Labor Want To Bring Australians Who Fled To Syria To Join ISIS Back Home

Some MPs are worried leaving women and children in Syria could do more harm than good.

Stewart Perrie

Stewart Perrie

As Islamic State continues to lose its foothold in the Middle East, it's leaving many people who left their home countries to join their ranks stateless.

Some Western countries have taken a bold strategy to this issue by revoking the citizenship of foreign fighters, meaning they aren't able to return to their home country.

Australia is one of these countries, however it appears the government is going to be pressured into changing that stance.

The Opposition has raised concerns about leaving people in Syria, mainly women and children.

PA

Labor frontbencher Kristina Keneally said we should be wary of repeating the same mistakes of when foreign fighters were left in Afghanistan in the 1970s.

"Those people went on to form al-Qaeda," Senator Keneally told ABC's Insiders yesterday. "While there is a risk to bringing these people back, there is also a risk to not bringing them back.

"The government needs to consider the options in front of it."

She says the question the government needs to grapple with is whether it's now safe to bring these people back to Australia.

Sky

The government has been pretty strict with its outlook on the matter, with foreign affairs minister Marise Payne saying they won't allow anyone to come back to our shores if they have the chance to harm other Aussies.

"We will not put Australian officials, forces or our public in danger so any repatriation will occur only if safe to do so," she said.

Prime Minister Scott Morrison has indicated some leniency towards the matter, however only on the topic of bringing the children of these families home.
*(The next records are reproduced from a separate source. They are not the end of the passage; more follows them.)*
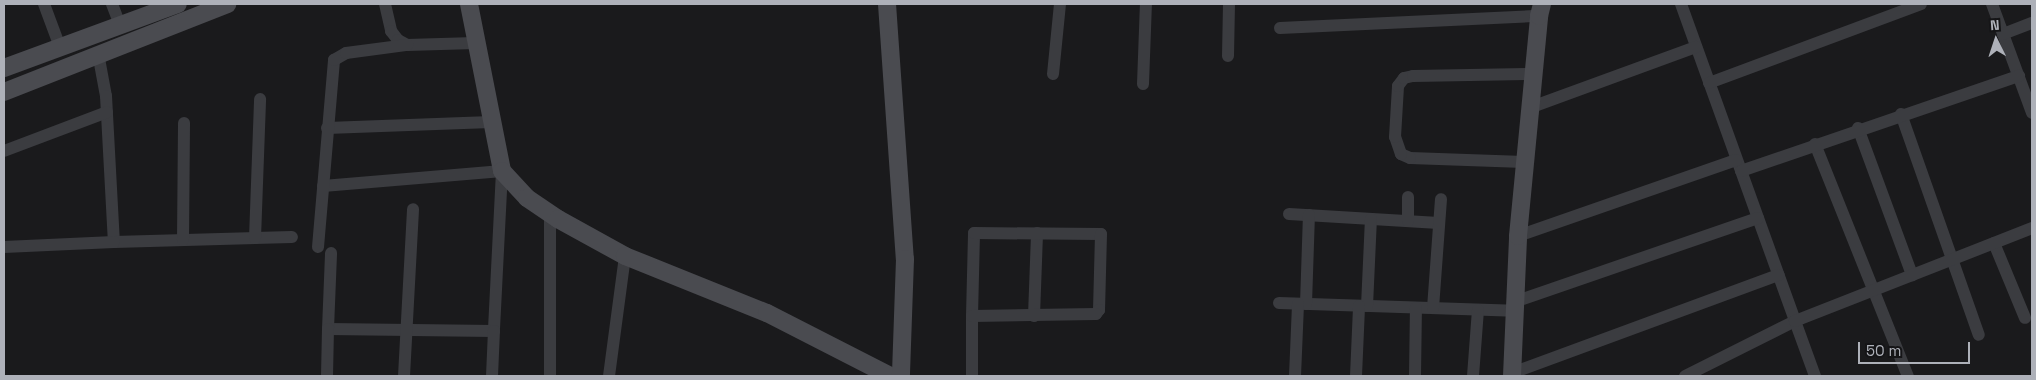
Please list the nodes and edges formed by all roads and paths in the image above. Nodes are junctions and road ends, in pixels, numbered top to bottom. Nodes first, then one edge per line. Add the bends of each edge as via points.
1 (44, 4) edge
2 (112, 4) edge
3 (178, 4) edge
4 (227, 4) edge
5 (385, 4) edge
6 (469, 4) edge
7 (887, 4) edge
8 (1060, 4) edge
9 (1146, 4) edge
10 (1229, 4) edge
11 (1681, 4) edge
12 (1921, 4) edge
13 (1992, 4) edge
14 (1896, 8) edge
15 (1541, 10) edge
16 (2032, 23) edge
17 (120, 25) junction
18 (1280, 28) dead end
19 (2004, 34) junction
20 (475, 43) junction
21 (407, 45) junction
22 (60, 47) junction
23 (1696, 47) junction
24 (98, 53) junction
25 (1228, 56) dead end
26 (4, 68) edge
27 (1052, 74) dead end
28 (1533, 74) junction
29 (2019, 76) junction
30 (1709, 83) junction
31 (1143, 84) dead end
32 (4, 92) edge
33 (260, 99) dead end
34 (1529, 108) junction
35 (107, 112) junction
36 (2032, 113) edge
37 (1901, 114) junction
38 (491, 122) junction
39 (184, 123) dead end
40 (327, 128) junction
41 (1858, 128) junction
42 (1815, 144) junction
43 (4, 151) edge
44 (1524, 162) junction
45 (1739, 165) junction
46 (502, 171) junction
47 (323, 186) junction
48 (1408, 196) dead end
49 (1441, 199) dead end
50 (414, 209) dead end
51 (550, 213) junction
52 (1289, 214) dead end
53 (1309, 215) junction
54 (1758, 218) junction
55 (1371, 219) junction
56 (1408, 221) junction
57 (1439, 223) junction
58 (2031, 233) edge
59 (1037, 234) junction
60 (1518, 236) junction
61 (292, 237) dead end
62 (255, 238) junction
63 (183, 240) junction
64 (114, 242) junction
65 (1994, 243) junction
66 (318, 246) dead end
67 (4, 247) edge
68 (331, 253) dead end
69 (625, 256) junction
70 (1954, 260) junction
71 (1779, 275) junction
72 (1912, 275) junction
73 (1874, 289) junction
74 (1279, 303) dead end
75 (1302, 304) junction
76 (1363, 306) junction
77 (1514, 307) junction
78 (1416, 308) junction
79 (1433, 308) junction
80 (1478, 310) junction
81 (972, 316) junction
82 (1034, 316) junction
83 (2024, 318) dead end
84 (1795, 321) junction
85 (328, 329) junction
86 (406, 330) junction
87 (494, 331) junction
88 (1979, 335) dead end
89 (1512, 375) edge
90 (326, 376) edge
91 (404, 376) edge
92 (492, 376) edge
93 (550, 376) edge
94 (609, 376) edge
95 (890, 376) edge
96 (901, 376) edge
97 (972, 376) edge
98 (1295, 376) edge
99 (1356, 376) edge
100 (1415, 376) edge
101 (1473, 376) edge
102 (1685, 376) edge
103 (1815, 376) edge
104 (1908, 376) edge

1 - 22 street
2 - 17 street
3 - 17 street
4 - 24 street
5 - 21 street via 391,31
6 - 20 street
7 - 96 street via 905,259
8 - 27 street
9 - 31 street
10 - 25 street
11 - 23 street
12 - 14 street
13 - 19 street
14 - 30 street
15 - 18 street
15 - 28 street
16 - 19 street
17 - 22 street
19 - 29 street
20 - 21 street
20 - 38 street
21 - 40 street via 346,53 334,60
22 - 26 street
23 - 30 street
23 - 34 street
24 - 32 street
24 - 35 street
28 - 34 street
28 - 44 street via 1413,76 1404,78 1398,86 1395,137 1401,154 1410,158
29 - 36 street
29 - 37 street
30 - 45 street
33 - 62 street
34 - 44 street
35 - 43 street
35 - 64 street
37 - 41 street
37 - 70 street
38 - 40 street
38 - 46 street
39 - 63 street
40 - 47 street
41 - 42 street
41 - 72 street
42 - 45 street
42 - 73 street
44 - 60 street
45 - 54 street
45 - 60 street
46 - 47 street
46 - 51 street via 527,198
46 - 87 street
47 - 66 street
48 - 56 street
49 - 57 street
50 - 86 street
51 - 69 street
51 - 93 street
52 - 53 street
53 - 55 street
53 - 75 street
54 - 71 street
54 - 77 street
55 - 56 street
55 - 76 street
56 - 57 street
57 - 79 street
58 - 65 street
59 - 81 street via 974,233
59 - 82 street
59 - 82 street via 1101,234 1099,310 1091,315
60 - 77 street
61 - 62 street
62 - 63 street
63 - 64 street
64 - 67 street
65 - 70 street
65 - 83 street
68 - 85 street
69 - 94 street
69 - 95 street via 767,313
70 - 72 street
70 - 88 street
71 - 84 street
71 - 89 street
72 - 73 street
73 - 84 street
73 - 104 street
74 - 75 street
75 - 76 street
75 - 98 street
76 - 78 street
76 - 99 street
77 - 80 street
77 - 89 street
78 - 79 street
78 - 100 street
79 - 80 street
80 - 101 street
81 - 82 street
81 - 97 street
84 - 102 street
84 - 103 street
85 - 86 street
85 - 90 street
86 - 87 street
86 - 91 street
87 - 92 street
He said in April: "Where there are children, and mainly that's where our focus is, I'd say exclusively that's where our focus is.

PA

"Then we are working with the Red Cross so that where they're in a position for people to get to a place where they might be in a position to return to Australia then we will cooperate with that process.

"I'm not going to put any Australian life at risk to extract people from these conflict zones. There are issues relating to people's citizenship that has to be confirmed, and you'd expect that.

"But where those issues are able to be addressed, we would follow the normal processes for issuing of travel documents after all those other matters have been addressed.

"In the case of [Australian] children, who are the innocent victims of those who took them into this atrocious place...we will do what I think Australians would expect us to do on their behalf."

Politicians have returned to Canberra this morning where no doubt this issue will be front and centre.